Dans le cas qui nous intéresse, par contre, Burrows accuse plutôt Auger d'avoir agi par vengeance personnelle. «Ça dépend dans quel contexte les choses ont été dites, répond Trottier. C'est difficile de lire sur les lèvres de Stéphane Auger sur le clip. Et combien de temps la conversation a-t-elle duré? Honnêtement, je ne crois pas qu'un seul arbitre de la LNH irait voir un joueur pour lui dire qu'il payerait au cours de la soirée. C'est impensable qu'un arbitre agisse ainsi. De toute façon, ça jouerait contre lui. Maintenant, est-ce que certains arbitres peuvent faire savoir à des joueurs qu'ils y a une limite à leur tolérance? Il y a des choses que l'on peut faire sans avoir une incidence sur le match. Par exemple, si un capitaine ou un assistant nous insulte ou essaie de nous ridiculiser pendant un match, on peut lui tourner le dos si 45 secondes plus tard il vient nous voir pour demander une explication sur un règlement.»

Selon Trottier, plusieurs situations peuvent provoquer des conflits entre joueurs et arbitres. «Nous sommes humains, ne l'oublions pas.
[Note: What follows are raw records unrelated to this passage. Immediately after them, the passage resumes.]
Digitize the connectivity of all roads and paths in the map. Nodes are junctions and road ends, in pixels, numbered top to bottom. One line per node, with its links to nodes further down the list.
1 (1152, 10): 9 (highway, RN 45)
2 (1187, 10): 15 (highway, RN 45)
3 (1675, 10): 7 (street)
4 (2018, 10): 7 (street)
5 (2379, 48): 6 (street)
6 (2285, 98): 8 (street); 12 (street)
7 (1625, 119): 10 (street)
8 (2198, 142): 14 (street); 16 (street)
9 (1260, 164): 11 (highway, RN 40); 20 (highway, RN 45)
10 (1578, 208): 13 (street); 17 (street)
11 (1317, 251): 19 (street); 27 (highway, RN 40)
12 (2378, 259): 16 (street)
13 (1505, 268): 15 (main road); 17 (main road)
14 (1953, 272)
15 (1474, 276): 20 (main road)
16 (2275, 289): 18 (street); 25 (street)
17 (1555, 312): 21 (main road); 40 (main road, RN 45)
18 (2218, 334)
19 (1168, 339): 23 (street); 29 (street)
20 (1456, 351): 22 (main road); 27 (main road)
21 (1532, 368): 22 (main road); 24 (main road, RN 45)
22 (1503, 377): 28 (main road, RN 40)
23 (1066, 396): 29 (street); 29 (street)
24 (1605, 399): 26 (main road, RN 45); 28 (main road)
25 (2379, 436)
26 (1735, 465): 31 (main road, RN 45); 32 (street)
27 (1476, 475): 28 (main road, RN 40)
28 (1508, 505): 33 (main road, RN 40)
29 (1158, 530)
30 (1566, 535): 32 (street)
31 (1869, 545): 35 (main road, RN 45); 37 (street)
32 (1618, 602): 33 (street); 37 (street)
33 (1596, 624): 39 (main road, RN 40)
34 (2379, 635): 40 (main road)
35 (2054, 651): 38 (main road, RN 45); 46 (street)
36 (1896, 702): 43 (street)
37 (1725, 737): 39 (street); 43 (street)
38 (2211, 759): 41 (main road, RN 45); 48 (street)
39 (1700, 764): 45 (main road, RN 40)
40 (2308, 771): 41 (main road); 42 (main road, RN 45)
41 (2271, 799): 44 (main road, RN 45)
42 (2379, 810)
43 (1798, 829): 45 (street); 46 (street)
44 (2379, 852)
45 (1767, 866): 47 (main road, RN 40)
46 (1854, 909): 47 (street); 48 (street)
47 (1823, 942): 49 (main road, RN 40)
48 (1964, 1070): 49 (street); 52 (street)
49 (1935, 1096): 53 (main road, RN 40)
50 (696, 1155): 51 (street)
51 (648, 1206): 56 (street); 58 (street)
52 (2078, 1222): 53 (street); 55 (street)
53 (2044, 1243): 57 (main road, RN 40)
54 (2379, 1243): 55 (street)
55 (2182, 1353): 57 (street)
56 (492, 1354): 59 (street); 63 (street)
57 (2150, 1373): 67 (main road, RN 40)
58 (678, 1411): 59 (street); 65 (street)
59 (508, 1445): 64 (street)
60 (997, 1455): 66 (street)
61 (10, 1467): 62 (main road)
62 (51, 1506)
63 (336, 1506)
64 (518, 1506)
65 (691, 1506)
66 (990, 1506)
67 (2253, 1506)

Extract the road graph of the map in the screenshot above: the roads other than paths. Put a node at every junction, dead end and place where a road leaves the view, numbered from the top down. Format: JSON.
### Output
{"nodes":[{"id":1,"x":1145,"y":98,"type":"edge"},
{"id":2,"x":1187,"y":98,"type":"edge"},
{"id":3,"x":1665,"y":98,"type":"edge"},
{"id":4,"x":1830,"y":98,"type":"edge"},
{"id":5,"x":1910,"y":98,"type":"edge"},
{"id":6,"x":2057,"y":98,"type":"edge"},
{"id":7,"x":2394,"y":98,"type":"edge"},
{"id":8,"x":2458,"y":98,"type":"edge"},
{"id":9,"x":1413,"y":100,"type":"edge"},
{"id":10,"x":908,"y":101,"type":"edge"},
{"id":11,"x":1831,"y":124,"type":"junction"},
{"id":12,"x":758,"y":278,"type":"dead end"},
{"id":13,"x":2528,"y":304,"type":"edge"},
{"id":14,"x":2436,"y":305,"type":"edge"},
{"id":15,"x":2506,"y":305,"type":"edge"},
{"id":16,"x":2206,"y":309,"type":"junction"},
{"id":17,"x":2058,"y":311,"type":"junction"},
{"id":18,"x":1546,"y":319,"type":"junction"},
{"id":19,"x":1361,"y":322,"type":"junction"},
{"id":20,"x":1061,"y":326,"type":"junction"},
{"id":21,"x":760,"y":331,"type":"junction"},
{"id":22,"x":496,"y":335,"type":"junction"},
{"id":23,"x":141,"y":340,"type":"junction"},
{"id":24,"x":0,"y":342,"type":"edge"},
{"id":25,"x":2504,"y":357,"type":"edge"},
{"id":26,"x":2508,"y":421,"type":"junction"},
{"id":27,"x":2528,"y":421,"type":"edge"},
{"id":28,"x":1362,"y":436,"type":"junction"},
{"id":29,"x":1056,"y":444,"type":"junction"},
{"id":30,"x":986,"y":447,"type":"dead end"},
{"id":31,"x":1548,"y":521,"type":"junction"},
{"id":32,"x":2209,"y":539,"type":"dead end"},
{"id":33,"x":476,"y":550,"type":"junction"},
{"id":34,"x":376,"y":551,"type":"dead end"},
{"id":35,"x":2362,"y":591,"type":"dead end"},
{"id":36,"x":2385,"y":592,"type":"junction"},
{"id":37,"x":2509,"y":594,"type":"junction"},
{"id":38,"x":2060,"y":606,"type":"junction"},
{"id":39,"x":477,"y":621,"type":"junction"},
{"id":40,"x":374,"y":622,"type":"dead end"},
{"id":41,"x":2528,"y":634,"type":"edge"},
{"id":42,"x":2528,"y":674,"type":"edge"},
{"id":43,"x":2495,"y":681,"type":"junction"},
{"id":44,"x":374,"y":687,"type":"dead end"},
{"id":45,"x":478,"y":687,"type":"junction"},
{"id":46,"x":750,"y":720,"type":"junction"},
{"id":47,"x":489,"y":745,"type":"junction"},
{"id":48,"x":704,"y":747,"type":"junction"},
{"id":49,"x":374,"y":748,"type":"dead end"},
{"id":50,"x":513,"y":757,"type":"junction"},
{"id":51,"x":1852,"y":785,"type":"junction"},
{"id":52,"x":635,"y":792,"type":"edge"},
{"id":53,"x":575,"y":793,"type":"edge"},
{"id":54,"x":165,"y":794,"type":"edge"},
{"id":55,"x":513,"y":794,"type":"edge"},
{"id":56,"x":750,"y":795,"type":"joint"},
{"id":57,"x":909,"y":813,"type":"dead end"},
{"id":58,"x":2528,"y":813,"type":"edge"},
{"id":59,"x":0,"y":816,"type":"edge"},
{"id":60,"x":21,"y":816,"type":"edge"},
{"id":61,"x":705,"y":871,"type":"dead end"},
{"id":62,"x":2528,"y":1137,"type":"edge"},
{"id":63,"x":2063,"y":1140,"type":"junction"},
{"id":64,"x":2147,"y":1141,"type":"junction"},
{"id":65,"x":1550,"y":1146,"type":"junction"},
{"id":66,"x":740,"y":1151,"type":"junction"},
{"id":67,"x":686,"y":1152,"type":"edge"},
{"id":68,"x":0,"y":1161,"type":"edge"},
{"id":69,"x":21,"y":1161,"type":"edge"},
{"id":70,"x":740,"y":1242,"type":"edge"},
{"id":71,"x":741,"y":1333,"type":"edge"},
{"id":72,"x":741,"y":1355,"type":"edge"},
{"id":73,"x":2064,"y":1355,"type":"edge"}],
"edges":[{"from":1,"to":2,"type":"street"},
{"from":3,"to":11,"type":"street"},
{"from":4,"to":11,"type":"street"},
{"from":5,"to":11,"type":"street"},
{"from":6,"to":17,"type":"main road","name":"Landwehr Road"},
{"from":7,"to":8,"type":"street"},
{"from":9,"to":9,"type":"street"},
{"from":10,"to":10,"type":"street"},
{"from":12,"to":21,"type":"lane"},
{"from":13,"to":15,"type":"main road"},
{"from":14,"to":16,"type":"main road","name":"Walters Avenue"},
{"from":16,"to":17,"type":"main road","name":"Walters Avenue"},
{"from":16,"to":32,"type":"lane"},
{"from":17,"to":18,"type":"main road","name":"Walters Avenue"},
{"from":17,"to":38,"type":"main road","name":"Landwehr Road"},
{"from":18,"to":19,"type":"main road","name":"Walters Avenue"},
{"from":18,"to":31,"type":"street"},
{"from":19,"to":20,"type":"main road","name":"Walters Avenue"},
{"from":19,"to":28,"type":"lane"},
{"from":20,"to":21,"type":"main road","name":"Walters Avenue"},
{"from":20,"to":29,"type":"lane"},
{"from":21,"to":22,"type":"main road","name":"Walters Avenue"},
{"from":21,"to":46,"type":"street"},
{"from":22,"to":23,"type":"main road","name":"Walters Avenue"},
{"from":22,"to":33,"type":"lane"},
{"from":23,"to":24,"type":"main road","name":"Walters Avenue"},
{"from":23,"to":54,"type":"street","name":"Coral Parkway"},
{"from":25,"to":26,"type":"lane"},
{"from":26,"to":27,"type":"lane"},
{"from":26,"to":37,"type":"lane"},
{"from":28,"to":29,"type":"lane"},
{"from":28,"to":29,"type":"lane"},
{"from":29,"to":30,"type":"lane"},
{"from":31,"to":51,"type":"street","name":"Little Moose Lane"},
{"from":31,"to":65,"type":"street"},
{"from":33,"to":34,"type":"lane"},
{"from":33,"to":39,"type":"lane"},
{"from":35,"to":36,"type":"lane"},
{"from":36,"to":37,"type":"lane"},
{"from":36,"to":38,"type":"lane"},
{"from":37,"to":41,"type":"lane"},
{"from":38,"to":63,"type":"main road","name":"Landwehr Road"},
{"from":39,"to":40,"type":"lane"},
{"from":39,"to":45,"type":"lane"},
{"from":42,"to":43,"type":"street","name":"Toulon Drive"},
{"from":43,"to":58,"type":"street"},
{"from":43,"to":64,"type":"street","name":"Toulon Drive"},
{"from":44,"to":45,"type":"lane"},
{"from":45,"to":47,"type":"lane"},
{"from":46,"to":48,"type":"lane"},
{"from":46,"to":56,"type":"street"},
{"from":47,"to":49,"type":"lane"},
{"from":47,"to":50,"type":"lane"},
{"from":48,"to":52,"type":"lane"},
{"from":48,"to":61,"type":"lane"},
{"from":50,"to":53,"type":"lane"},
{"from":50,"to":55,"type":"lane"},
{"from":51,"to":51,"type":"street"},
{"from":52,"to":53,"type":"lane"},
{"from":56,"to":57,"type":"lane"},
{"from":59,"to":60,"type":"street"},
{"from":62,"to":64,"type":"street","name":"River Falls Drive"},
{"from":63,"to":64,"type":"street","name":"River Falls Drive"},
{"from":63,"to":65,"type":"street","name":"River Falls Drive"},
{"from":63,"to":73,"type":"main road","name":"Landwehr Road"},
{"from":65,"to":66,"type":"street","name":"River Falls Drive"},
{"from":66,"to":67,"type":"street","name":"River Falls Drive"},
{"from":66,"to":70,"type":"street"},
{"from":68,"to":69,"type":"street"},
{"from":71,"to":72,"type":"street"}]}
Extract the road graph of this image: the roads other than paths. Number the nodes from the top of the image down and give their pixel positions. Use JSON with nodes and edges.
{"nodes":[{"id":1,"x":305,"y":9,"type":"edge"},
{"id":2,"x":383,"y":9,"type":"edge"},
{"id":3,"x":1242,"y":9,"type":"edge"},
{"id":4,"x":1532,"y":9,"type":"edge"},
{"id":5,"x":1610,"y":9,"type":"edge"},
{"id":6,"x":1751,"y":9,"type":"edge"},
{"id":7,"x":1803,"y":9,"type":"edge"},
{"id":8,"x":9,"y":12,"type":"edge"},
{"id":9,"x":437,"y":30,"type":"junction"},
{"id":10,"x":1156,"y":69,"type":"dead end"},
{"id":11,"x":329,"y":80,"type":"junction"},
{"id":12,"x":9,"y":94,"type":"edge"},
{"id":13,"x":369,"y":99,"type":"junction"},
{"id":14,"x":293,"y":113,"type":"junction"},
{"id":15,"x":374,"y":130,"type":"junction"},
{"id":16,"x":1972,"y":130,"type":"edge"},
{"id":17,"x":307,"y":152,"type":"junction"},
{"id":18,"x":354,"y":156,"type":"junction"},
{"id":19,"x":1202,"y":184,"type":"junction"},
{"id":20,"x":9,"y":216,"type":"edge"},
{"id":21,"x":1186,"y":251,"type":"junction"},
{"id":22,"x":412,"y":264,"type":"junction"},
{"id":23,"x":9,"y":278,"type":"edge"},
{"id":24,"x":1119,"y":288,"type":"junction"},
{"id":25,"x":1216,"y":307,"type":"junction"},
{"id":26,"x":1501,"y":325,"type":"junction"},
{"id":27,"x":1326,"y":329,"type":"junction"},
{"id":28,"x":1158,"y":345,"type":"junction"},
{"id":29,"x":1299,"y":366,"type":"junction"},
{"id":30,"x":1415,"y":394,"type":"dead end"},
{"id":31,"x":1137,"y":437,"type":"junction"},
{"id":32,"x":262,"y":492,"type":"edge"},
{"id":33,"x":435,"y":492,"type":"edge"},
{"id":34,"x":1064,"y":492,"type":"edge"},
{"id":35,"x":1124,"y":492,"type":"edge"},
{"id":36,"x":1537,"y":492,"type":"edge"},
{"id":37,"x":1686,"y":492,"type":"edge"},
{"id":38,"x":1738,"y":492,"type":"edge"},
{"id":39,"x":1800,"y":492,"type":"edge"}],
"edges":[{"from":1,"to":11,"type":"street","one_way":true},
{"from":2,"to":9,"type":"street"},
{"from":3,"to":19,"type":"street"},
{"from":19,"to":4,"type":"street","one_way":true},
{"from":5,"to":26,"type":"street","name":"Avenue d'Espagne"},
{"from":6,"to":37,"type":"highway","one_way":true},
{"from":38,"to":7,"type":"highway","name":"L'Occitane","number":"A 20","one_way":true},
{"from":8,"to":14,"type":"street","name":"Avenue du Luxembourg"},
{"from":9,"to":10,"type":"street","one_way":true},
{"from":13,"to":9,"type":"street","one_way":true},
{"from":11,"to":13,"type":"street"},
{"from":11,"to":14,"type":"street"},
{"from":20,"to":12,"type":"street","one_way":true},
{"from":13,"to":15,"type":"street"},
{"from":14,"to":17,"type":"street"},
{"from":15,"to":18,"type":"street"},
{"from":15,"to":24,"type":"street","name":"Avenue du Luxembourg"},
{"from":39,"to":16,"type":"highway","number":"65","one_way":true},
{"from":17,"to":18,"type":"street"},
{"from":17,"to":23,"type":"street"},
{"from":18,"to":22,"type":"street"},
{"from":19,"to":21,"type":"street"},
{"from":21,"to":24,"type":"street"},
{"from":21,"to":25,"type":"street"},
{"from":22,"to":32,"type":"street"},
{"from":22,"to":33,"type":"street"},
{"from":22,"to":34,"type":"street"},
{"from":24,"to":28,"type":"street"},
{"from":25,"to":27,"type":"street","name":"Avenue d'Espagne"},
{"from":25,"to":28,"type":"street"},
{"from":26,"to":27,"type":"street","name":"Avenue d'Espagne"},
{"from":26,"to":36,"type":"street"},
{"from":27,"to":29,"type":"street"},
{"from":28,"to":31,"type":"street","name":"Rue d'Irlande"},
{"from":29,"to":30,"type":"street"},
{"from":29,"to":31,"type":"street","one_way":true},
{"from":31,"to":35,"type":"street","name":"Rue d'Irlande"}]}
Personne ne veut se faire ridiculiser. Quand je donne des conférences aux entraîneurs, je leur rappelle que les arbitres ont chacun leur personnalité, comme les entraîneurs d'ailleurs. Certains aiment moins se faire marcher sur les pieds. Les joueurs et les entraîneurs doivent le comprendre. Les arbitres ne sont pas des robots.»

Et quelle est la personnalité de Stéphane Auger? «Je le connais depuis longtemps, répond Trottier. Je le supervisais même à ses débuts dans les rangs Midget AAA, et nous avons fait quelques matchs ensemble dans la LNH.

«C'est un arbitre direct et autoritaire qui ne se laissera pas marcher sur les pieds. Il le faut pour accomplir ce travail parce qu'on nous attaque à gauche et à droite. Si on tolère tout, il peut y avoir de l'exagération.»

Pour revenir à l'histoire de Burrows, il faut rappeler que le 24 février, au Centre Bell, Auger lui avait infligé une punition majeure et une inconduite de match pour un double-échec au visage de Patrice Brisebois.

L'ancien défenseur du Canadien, Stéphane Quintal, n'a que du bien à dire de Stéphane Auger. «J'ai toujours eu une bonne relation avec lui. Il n'a pas une mauvaise réputation. Je n'ai jamais rien entendu de négatif sur lui.»

L'Association des arbitres de la LNH n'a pas répondu à notre demande d'entrevue. Un des collègues de Stéphane Auger, sous le couvert de l'anonymat, a cependant confié à Sportsnet qu'il s'attend à ce qu'Auger soit blâmé ou puni. «Pas besoin d'être un arbitre pour le deviner. Ne laissez jamais une arme sur les lieux du crime avec vos empreintes dessus...» dit-il en faisant référence à la caméra qui a capté la conversation entre les deux hommes.